Junho, meio de uma manhã de sol, mas fresca e ventaneira.
Há pouca gente neste jardim de Setúbal, que costuma ser bastante frequentado a esta hora. Um casal jovem, mãos dadas, ares felizes, apaixonados, passeia. A olhar ao volume da barriga, a jovem está grávida, no final da gravidez.
Sentam-se no outro extremo do mesmo banco de pedra onde estou sentado. Numa época em que a violência nos relacionamentos amorosos é notícia corriqueira, parece que passou a ser ainda mais bonito constatar a gentileza, a harmonia e a ternura entre casais. Pelo menos para mim, é.
Os pombinhos, maviosos, falas mansas, comprometidas, talvez a combinarem grandes planos para o rebento, estão num arrulho de carinhos. Presencio, agradado. E perco-me em lembranças que me transportam à minha mocidade. Alheio-me do jovem casal, a mente a viajar ao meu tempo de jovem enamorado, em vésperas de ser pai – vivemos a recordar e a compararmo-nos aos outros.
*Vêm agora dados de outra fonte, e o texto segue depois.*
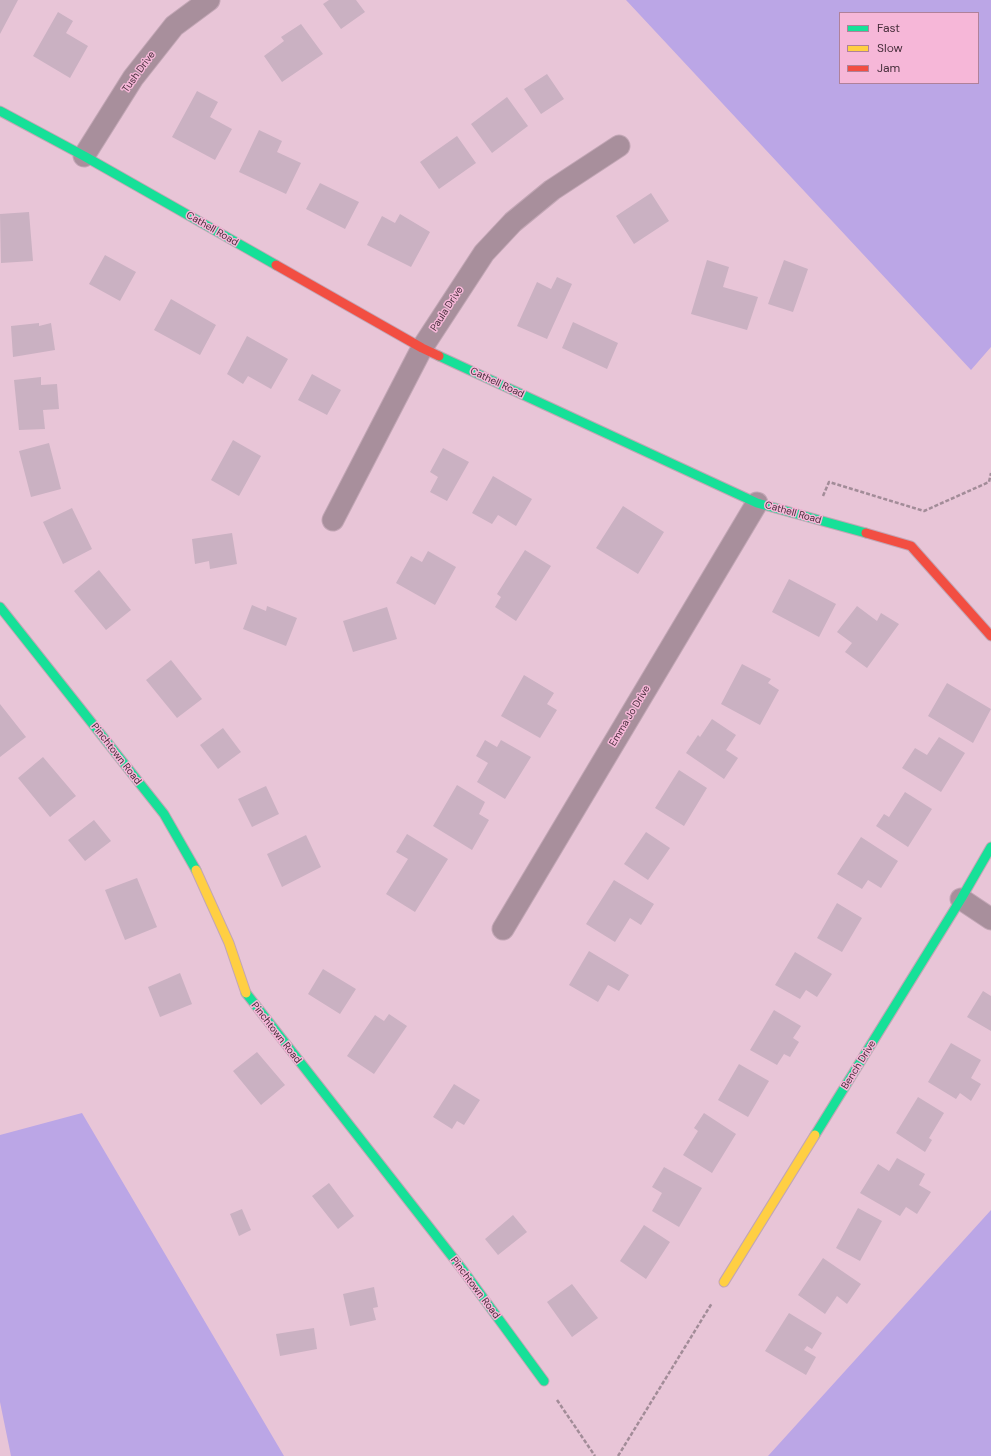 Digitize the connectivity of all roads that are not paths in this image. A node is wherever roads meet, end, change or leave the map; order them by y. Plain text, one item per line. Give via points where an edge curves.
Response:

Quando voltei a mim, à realidade de estar sentado naquele banco, a cinco ou seis passos dos jovens que em breve serão pais, nem queria acreditar nos meus olhos. Encantaram-me, senti-me contagiado pela ternura que se davam e pela felicidade que denotavam, que atribuí ao estado dela, e que grande deceção! Vejo o rapaz a fumar. Depois ela. Os dois tiram longas e estilosas fumaças de cigarros partilhados do mesmo maço, brincando com baforadas que lançam aos ares, em argolas que vão subindo, elevando-se, até se dissiparem. Tanto fumo… E que inconsciência!
Desvaneceu-se a minha simpatia, um como que paternal afeto pelo casalinho.
Imagino o grande desconforto do pequenino ser. Fizeram dele um bebé fumador. Está perturbado pelas drogas do tabaco. Sente-se mal. Agita-se. Arqueja. Contorce as mãozinhas. Faz carantonhas. Sofre. O útero, a bolsa e o líquido amniótico, a placenta, fortalezas que deveriam dar-lhe segurança e bem-estar, não bastam para o defender de invasores tão agressivos. O alcatrão e a nicotina e os ácidos e os pesticidas e os metais pesados e as substâncias radioativas e os milhentos venenos da droga, que agora circulam na corrente sanguínea da mamã, invadem o corpinho frágil em construção. O oxigénio que respira é insuficiente e poluído. O monóxido de carbono intoxica-o. O coraçãozinho acelera, acelera, acelera… E o bebé arqueja, agita-se e sofre, sofre, sofre.
Pelo que me foi dado observar, bebé, estarás entregue a ti próprio e aos caprichos da fortuna. Mau começo, fado ingrato para o projeto que ainda és. Não é que te não amem os que te conceberam. Não se trata de desamor, não pode ser desamor. O que acontece é que os domina o egoísmo do vício, não sei se mais, se menos do que a cegueira da ignorância. Todavia, perdoa-lhes. E luta, luta pela tua vida e pela vinda a este mundo, que vale a pena, todavia.